### Task inputs

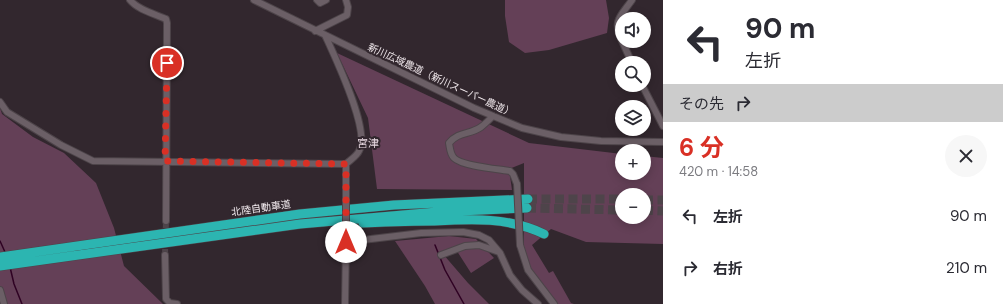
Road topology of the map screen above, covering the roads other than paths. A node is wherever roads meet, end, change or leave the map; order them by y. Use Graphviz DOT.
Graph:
graph roads {
  1 [pos="130,0"];
  2 [pos="254,0"];
  3 [pos="317,0"];
  4 [pos="326,0"];
  5 [pos="346,0"];
  6 [pos="632,0"];
  7 [pos="623,12"];
  8 [pos="315,31"];
  9 [pos="325,35"];
  10 [pos="646,92"];
  11 [pos="0,102"];
  12 [pos="493,116"];
  13 [pos="663,126"];
  14 [pos="663,142"];
  15 [pos="165,161"];
  16 [pos="346,164"];
  17 [pos="166,221"];
  18 [pos="544,234"];
  19 [pos="194,238"];
  20 [pos="346,242"];
  21 [pos="127,243"];
  22 [pos="500,253"];
  23 [pos="165,255"];
  24 [pos="441,255"];
  25 [pos="0,257"];
  26 [pos="0,266"];
  27 [pos="0,290"];
  28 [pos="4,304"];
  29 [pos="178,304"];
  30 [pos="345,304"];
  31 [pos="538,304"];
  32 [pos="554,304"];
  1 -- 15 [label="street"];
  2 -- 8 [label="street, 新川広域農道（新川スーパー農道）"];
  3 -- 4 [label="street"];
  5 -- 8 [label="street"];
  6 -- 7 [label="street"];
  8 -- 9 [label="street, 新川広域農道（新川スーパー農道）"];
  9 -- 12 [label="street, 新川広域農道（新川スーパー農道）"];
  9 -- 16 [label="street"];
  10 -- 13 [label="street"];
  11 -- 15 [label="street"];
  12 -- 14 [label="street, 新川広域農道（新川スーパー農道）"];
  12 -- 32 [label="street, bridge"];
  15 -- 16 [label="street"];
  15 -- 17 [label="street"];
  16 -- 20 [label="street, bridge"];
  18 -- 19 [label="highway"];
  19 -- 21 [label="highway, 北陸自動車道"];
  19 -- 21 [label="highway, 北陸自動車道"];
  20 -- 22 [label="street"];
  20 -- 30 [label="street"];
  21 -- 25 [label="highway, 北陸自動車道"];
  21 -- 26 [label="highway, 北陸自動車道"];
  22 -- 24 [label="street"];
  22 -- 31 [label="street"];
  23 -- 29 [label="street"];
  27 -- 28 [label="street"];
}
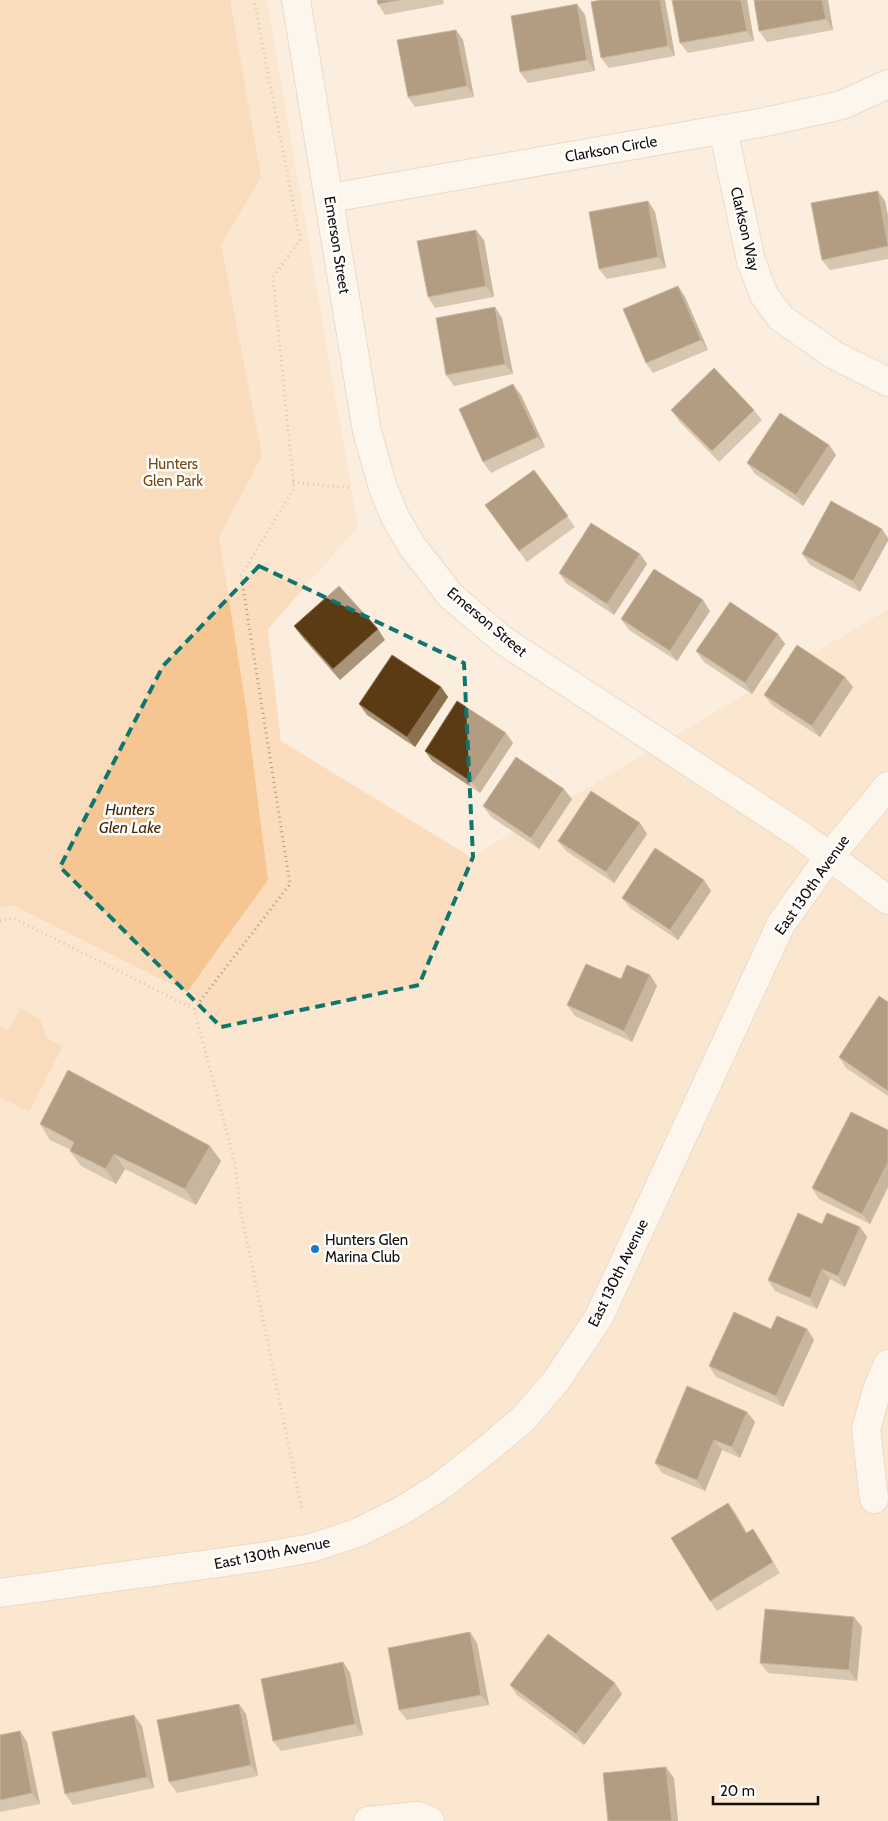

######

• Aim of the exercise: Please copy out the entries above exactly as they appear, but skip their images.

• Result for this exercise:
Road topology of the map screen above, covering the roads other than paths. A node is wherever roads meet, end, change or leave the map; order them by y. Use Graphviz DOT.
Graph:
graph roads {
  1 [pos="130,0"];
  2 [pos="254,0"];
  3 [pos="317,0"];
  4 [pos="326,0"];
  5 [pos="346,0"];
  6 [pos="632,0"];
  7 [pos="623,12"];
  8 [pos="315,31"];
  9 [pos="325,35"];
  10 [pos="646,92"];
  11 [pos="0,102"];
  12 [pos="493,116"];
  13 [pos="663,126"];
  14 [pos="663,142"];
  15 [pos="165,161"];
  16 [pos="346,164"];
  17 [pos="166,221"];
  18 [pos="544,234"];
  19 [pos="194,238"];
  20 [pos="346,242"];
  21 [pos="127,243"];
  22 [pos="500,253"];
  23 [pos="165,255"];
  24 [pos="441,255"];
  25 [pos="0,257"];
  26 [pos="0,266"];
  27 [pos="0,290"];
  28 [pos="4,304"];
  29 [pos="178,304"];
  30 [pos="345,304"];
  31 [pos="538,304"];
  32 [pos="554,304"];
  1 -- 15 [label="street"];
  2 -- 8 [label="street, 新川広域農道（新川スーパー農道）"];
  3 -- 4 [label="street"];
  5 -- 8 [label="street"];
  6 -- 7 [label="street"];
  8 -- 9 [label="street, 新川広域農道（新川スーパー農道）"];
  9 -- 12 [label="street, 新川広域農道（新川スーパー農道）"];
  9 -- 16 [label="street"];
  10 -- 13 [label="street"];
  11 -- 15 [label="street"];
  12 -- 14 [label="street, 新川広域農道（新川スーパー農道）"];
  12 -- 32 [label="street, bridge"];
  15 -- 16 [label="street"];
  15 -- 17 [label="street"];
  16 -- 20 [label="street, bridge"];
  18 -- 19 [label="highway"];
  19 -- 21 [label="highway, 北陸自動車道"];
  19 -- 21 [label="highway, 北陸自動車道"];
  20 -- 22 [label="street"];
  20 -- 30 [label="street"];
  21 -- 25 [label="highway, 北陸自動車道"];
  21 -- 26 [label="highway, 北陸自動車道"];
  22 -- 24 [label="street"];
  22 -- 31 [label="street"];
  23 -- 29 [label="street"];
  27 -- 28 [label="street"];
}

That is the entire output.